EXERCISE PROMPT
Every line with the string "edges" must be copied from the entries below.

(Collected data)
════════════════
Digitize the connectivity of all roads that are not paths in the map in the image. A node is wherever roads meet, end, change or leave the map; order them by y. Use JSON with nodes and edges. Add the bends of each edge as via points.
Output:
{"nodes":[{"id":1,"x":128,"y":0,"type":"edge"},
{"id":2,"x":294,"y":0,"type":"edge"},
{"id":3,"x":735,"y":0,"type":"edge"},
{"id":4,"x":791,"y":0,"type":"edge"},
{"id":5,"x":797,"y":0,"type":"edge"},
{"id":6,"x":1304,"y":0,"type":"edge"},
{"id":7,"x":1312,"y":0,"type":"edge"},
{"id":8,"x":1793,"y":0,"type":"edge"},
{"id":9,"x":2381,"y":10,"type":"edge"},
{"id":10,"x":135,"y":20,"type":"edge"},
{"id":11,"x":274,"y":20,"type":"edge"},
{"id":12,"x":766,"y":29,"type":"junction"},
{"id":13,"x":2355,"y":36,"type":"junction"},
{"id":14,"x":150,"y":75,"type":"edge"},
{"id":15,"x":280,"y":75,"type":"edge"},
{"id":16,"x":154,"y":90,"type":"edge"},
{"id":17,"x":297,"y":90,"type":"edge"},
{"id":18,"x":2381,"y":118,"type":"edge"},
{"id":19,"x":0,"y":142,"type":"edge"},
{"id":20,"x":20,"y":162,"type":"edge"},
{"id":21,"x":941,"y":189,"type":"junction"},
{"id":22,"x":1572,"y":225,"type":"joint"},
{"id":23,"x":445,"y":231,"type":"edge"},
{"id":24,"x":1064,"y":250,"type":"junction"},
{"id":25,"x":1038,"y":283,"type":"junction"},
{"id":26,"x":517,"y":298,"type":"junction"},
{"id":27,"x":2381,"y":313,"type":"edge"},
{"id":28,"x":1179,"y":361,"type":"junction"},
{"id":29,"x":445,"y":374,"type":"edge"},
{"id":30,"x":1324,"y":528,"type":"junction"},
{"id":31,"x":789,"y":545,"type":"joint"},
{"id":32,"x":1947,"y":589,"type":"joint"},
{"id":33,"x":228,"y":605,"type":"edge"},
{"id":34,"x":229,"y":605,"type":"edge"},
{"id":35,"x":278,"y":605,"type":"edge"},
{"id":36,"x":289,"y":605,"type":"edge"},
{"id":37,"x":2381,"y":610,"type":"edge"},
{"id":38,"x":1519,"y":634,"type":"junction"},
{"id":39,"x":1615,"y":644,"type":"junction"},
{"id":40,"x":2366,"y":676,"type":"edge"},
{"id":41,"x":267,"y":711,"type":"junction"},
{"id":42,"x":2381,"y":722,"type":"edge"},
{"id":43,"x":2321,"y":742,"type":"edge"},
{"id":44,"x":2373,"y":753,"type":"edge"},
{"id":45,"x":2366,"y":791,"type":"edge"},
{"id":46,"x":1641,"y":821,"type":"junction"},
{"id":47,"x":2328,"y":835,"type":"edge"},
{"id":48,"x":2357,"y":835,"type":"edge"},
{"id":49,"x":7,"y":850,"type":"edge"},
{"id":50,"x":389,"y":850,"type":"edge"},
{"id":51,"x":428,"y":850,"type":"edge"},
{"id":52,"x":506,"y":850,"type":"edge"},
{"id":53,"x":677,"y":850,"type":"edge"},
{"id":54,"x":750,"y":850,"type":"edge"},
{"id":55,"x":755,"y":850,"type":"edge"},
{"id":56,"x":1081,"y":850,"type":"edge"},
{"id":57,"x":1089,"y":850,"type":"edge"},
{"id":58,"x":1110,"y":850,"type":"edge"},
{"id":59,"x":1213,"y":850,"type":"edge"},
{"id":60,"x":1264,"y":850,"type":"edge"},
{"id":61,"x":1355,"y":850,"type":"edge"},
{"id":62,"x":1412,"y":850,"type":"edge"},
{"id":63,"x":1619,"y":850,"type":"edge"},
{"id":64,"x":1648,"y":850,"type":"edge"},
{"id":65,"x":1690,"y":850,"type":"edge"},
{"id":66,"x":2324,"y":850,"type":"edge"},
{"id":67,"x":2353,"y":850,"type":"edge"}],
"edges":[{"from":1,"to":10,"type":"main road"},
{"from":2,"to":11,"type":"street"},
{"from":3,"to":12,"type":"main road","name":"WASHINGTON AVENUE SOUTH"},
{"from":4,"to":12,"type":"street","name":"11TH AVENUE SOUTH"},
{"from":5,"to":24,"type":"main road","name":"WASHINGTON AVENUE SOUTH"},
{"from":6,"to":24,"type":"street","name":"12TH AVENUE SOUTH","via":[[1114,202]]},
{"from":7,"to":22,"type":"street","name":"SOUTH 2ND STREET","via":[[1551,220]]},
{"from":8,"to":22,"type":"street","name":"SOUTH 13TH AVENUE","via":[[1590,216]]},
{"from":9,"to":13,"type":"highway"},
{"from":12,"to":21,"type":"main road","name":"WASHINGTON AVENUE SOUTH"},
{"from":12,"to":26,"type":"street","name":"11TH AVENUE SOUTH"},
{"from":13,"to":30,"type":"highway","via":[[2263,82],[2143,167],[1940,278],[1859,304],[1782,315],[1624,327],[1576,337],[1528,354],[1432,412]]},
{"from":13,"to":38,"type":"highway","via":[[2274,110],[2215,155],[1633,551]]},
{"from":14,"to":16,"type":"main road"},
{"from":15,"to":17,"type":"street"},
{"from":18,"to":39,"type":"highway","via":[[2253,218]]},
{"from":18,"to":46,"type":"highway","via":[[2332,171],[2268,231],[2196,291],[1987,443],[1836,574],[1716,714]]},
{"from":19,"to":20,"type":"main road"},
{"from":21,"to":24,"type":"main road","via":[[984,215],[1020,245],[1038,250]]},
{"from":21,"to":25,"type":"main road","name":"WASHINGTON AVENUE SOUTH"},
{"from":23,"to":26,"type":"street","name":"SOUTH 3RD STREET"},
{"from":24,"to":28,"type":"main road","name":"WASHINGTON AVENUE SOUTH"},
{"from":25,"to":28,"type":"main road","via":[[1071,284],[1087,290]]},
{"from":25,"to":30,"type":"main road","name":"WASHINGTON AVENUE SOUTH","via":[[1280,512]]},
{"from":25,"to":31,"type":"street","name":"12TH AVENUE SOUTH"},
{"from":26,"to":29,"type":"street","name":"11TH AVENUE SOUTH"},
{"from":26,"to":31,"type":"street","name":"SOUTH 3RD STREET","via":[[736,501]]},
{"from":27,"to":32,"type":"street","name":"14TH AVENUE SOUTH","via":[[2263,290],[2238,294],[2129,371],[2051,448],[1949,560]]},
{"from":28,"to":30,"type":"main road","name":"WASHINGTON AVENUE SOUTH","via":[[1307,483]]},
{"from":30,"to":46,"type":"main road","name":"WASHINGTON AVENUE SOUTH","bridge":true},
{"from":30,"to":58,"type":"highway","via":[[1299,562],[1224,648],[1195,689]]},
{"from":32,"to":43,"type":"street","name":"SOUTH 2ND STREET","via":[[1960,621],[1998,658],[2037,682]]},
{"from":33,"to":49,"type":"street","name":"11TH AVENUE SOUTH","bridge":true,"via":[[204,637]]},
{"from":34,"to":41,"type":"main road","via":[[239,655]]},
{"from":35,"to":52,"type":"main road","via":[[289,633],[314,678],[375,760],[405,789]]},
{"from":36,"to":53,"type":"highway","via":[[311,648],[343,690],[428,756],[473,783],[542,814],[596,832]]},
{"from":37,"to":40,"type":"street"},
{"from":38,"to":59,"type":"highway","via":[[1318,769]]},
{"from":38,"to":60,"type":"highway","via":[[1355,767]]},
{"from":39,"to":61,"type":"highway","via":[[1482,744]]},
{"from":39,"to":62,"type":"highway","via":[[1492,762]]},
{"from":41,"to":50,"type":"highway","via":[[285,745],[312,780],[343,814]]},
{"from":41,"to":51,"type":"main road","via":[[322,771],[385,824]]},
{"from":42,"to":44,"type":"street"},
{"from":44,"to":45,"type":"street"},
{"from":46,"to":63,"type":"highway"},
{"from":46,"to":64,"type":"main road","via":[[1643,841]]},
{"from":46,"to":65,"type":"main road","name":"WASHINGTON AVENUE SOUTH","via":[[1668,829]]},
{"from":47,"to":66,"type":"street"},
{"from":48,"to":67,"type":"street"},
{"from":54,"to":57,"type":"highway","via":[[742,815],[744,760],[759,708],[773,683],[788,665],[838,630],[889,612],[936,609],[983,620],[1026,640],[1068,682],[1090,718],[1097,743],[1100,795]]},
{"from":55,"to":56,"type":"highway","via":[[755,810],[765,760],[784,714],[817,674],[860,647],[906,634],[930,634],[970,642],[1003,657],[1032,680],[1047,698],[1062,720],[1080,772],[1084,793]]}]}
════════════════
SOLUTION
Digitize the connectivity of all roads that are not paths in the map in the image. A node is wherever roads meet, end, change or leave the map; order them by y. Use JSON with nodes and edges. Add the bends of each edge as via points.
"edges":[{"from":1,"to":10,"type":"main road"},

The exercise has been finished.